Your objective -
Scan the material below for "dead", then return each line that contains it.

Supplied records -
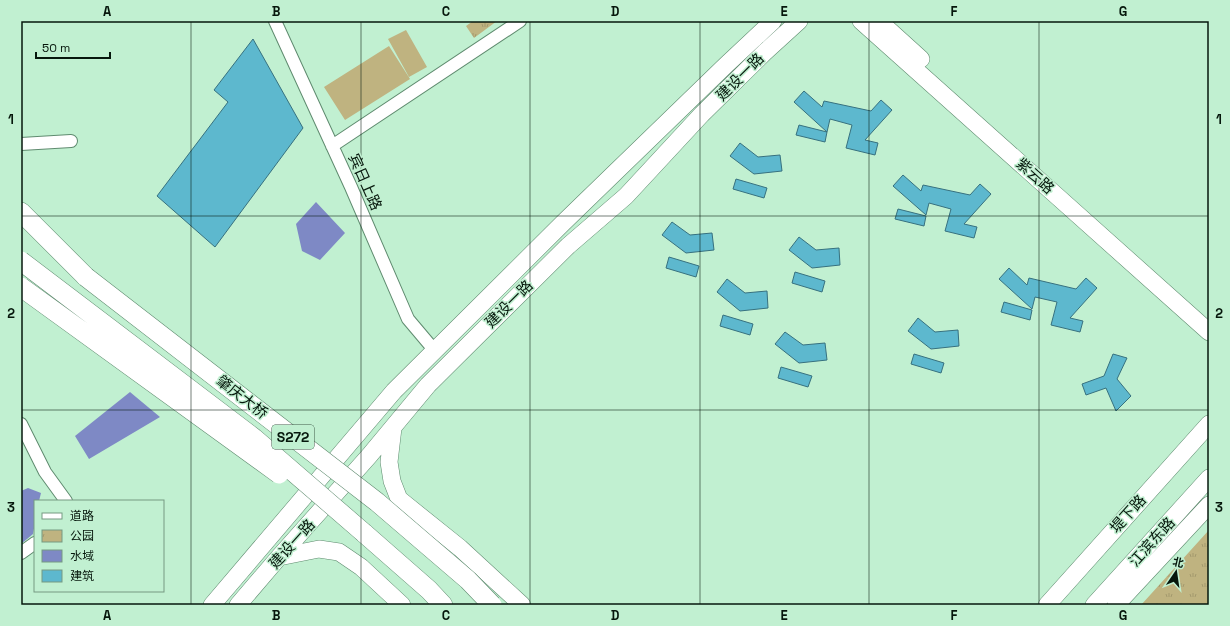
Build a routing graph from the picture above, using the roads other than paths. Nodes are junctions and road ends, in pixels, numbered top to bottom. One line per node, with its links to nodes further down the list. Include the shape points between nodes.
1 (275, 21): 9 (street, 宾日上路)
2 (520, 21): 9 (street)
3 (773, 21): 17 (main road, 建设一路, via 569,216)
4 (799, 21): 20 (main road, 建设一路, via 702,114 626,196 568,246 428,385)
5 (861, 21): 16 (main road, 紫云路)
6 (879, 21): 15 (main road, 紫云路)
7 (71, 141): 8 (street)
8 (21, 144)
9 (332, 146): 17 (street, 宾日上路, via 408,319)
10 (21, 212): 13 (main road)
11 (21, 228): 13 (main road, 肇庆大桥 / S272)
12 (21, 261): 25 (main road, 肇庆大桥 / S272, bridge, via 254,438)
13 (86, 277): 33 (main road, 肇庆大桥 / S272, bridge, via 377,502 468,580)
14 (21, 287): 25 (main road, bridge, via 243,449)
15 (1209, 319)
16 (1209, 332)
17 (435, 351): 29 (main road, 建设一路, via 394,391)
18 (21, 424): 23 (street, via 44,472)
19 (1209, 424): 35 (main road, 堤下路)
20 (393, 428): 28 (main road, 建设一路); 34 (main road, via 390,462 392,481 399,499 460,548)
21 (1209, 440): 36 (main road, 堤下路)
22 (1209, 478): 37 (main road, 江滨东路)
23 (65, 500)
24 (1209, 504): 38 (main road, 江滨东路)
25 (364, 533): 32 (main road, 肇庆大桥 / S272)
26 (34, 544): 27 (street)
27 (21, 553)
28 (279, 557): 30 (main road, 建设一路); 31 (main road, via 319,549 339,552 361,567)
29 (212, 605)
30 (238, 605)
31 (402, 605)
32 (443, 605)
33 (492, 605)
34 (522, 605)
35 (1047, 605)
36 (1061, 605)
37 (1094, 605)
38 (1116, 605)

...

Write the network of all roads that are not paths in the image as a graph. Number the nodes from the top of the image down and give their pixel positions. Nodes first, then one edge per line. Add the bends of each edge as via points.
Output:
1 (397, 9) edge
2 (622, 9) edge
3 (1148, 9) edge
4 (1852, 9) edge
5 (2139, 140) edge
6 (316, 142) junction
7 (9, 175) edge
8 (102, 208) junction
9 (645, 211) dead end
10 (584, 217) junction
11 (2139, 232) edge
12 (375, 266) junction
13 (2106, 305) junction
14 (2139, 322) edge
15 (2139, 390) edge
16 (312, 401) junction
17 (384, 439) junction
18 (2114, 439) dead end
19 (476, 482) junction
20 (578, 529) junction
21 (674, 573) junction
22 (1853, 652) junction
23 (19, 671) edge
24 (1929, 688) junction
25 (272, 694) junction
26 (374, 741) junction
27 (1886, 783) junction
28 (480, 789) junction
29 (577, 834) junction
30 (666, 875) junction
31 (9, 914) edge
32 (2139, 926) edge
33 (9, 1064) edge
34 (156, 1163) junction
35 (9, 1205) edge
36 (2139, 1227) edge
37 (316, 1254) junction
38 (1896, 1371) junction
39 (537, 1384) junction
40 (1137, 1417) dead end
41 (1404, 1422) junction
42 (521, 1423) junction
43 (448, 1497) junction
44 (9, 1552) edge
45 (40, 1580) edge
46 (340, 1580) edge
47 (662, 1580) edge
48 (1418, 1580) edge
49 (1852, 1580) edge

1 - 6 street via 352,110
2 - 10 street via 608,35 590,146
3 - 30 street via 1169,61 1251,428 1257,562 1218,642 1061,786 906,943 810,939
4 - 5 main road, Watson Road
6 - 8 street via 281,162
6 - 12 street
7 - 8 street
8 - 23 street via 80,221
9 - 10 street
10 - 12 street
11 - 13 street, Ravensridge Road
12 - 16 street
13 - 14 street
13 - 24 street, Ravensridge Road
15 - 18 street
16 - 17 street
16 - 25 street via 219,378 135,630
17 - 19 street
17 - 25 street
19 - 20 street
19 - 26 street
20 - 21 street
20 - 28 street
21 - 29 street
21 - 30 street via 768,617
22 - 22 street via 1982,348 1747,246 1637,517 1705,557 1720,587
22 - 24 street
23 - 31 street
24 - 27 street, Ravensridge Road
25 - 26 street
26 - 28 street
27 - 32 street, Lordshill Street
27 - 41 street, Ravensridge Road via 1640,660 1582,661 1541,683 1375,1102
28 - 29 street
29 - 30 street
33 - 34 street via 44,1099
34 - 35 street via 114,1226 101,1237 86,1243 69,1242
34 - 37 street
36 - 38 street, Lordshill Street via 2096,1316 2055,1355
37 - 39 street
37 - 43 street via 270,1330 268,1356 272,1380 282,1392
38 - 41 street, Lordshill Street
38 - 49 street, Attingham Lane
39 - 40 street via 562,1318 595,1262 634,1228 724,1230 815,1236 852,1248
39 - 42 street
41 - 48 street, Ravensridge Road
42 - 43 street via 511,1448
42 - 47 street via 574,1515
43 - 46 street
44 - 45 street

Task result -
9 (645, 211) dead end
18 (2114, 439) dead end
40 (1137, 1417) dead end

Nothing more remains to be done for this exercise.